Later, during its third meeting in Bogota, Colombia, in September 2007, the working group backed the use of the secure electronic communication system adopted by the REMJA-VI and at the same time recommended the number of members in that system be increased, taking into consideration the possibility of inviting other, non-member states of the OAS to join in, bearing in mind the support received by the Spanish government to continue the network's operations.

One year later, in April 2008, during the REMJA-VII held in Washington, D.C., the Ministers of Justice, Ministers and Attorneys General of the Americas were updated on the progress and developments made with regard to the network. In such context, the REMJA-VII reaffirmed the Bogota recommendations in the sense of continuing to support improvement of the network and backed the use of the secure electronic communication system as a useful, effective, and efficient tool for the direct exchange of information among authorities responsible for mutual assistance in criminal matters and extradition.

During the fourth meeting of the working group in San Salvador, El Salvador, in April 2009, however, the GS/OAS, as part of its commitment to continue developing and incorporating new components and tools for enhancing cooperation and the sharing of information among central authorities and international legal cooperation experts of the states of the Americas, reported on the development of a pilot project for secure videoconferencing; the idea was that this would be welcomed as a new and more innovative network service.

This pilot project received broad backing from the working group in San Salvador and was, as a result, submitted for consideration by the REMJA-VIII held in Brasilia, Brazil, in February 2010, which recommended moving forward with it. In this regard, in October 2011, the GS/OAS officially launched the first version of the new secure videoconferencing-over-Internet system to facilitate cooperation and the exchange of information among central authorities and international legal cooperation experts from six volunteer states (Argentina, Brazil, Chile, Colombia, Paraguay, and Peru) from the first phase of this initiative.

The outcomes of version one were presented during the fifth meeting of the working group held in Asuncion, Paraguay in May 2012. The working group agreed to continue to make the most of communications technologies to develop and use new tools to facilitate legal cooperation in the framework of the network and supported the use of this new tool for holding secure videoconferences.

Hence, during the REMJA-IX, which took place in Quito, Ecuador in November 2012, the Ministers of Justice, Ministers and Attorneys General of the Americas expressed their satisfaction with the first version of this secure videoconferencing tool and supported the use thereof as an optional component of the network. They likewise accepted the offer extended by the GS/OAS to move forward, via the REMJA technical secretariat and the Department of Information and Technology Services, with the first phase of network modernization and the updating of the secure electronic communication system.

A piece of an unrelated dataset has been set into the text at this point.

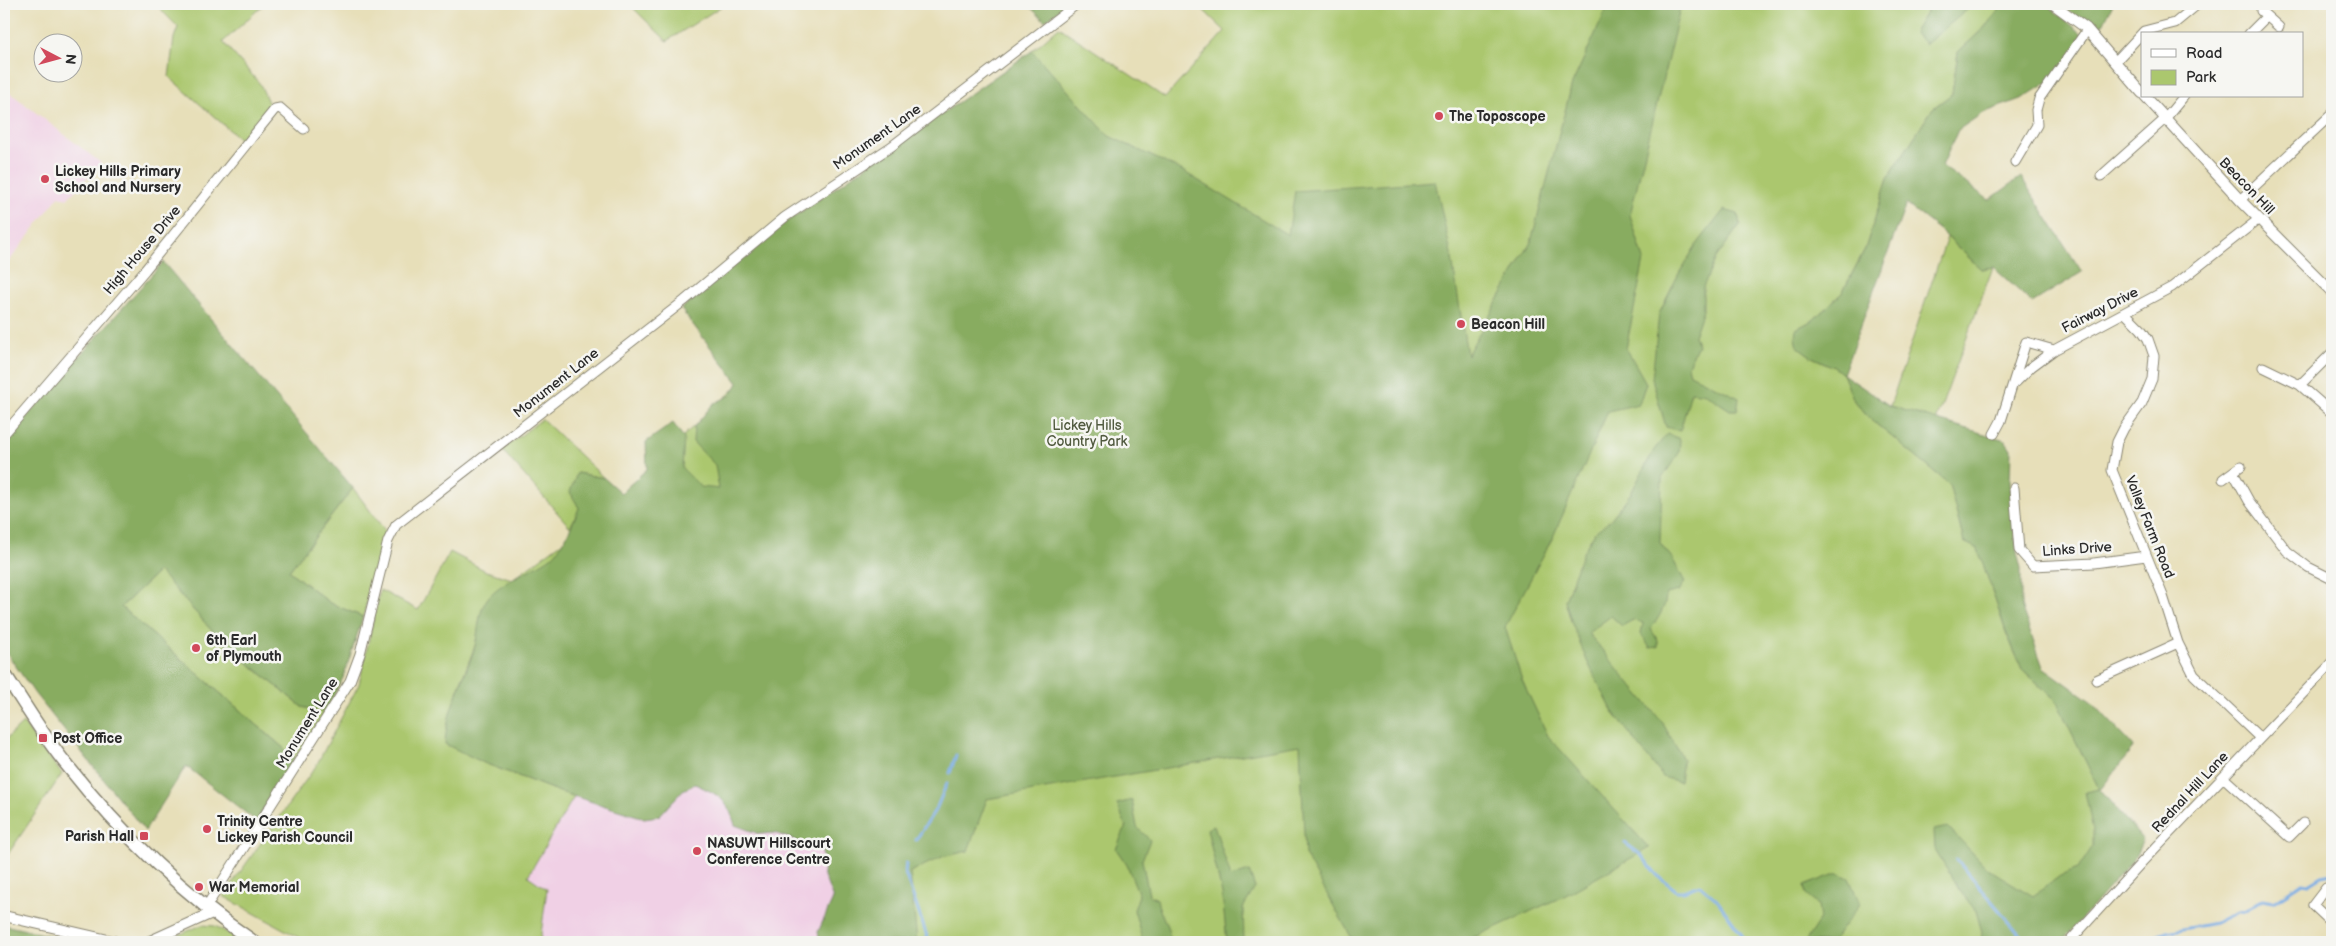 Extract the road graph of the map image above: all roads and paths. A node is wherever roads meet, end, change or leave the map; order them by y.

If fulfillment of the foregoing, in May 2014, during the sixth meeting of the working group held in Brasilia, Brazil, the GS/OAS presented the first phase of network modernization, which includes migrating and updating the information contained in the aforementioned public and private components to a new platform as well as the integration into the same website of a series of secure communications and information sharing services for the exclusive use of central authorities and international legal cooperation experts, primarily those that deal with mutual assistance in criminal matters and extradition from the OAS member states.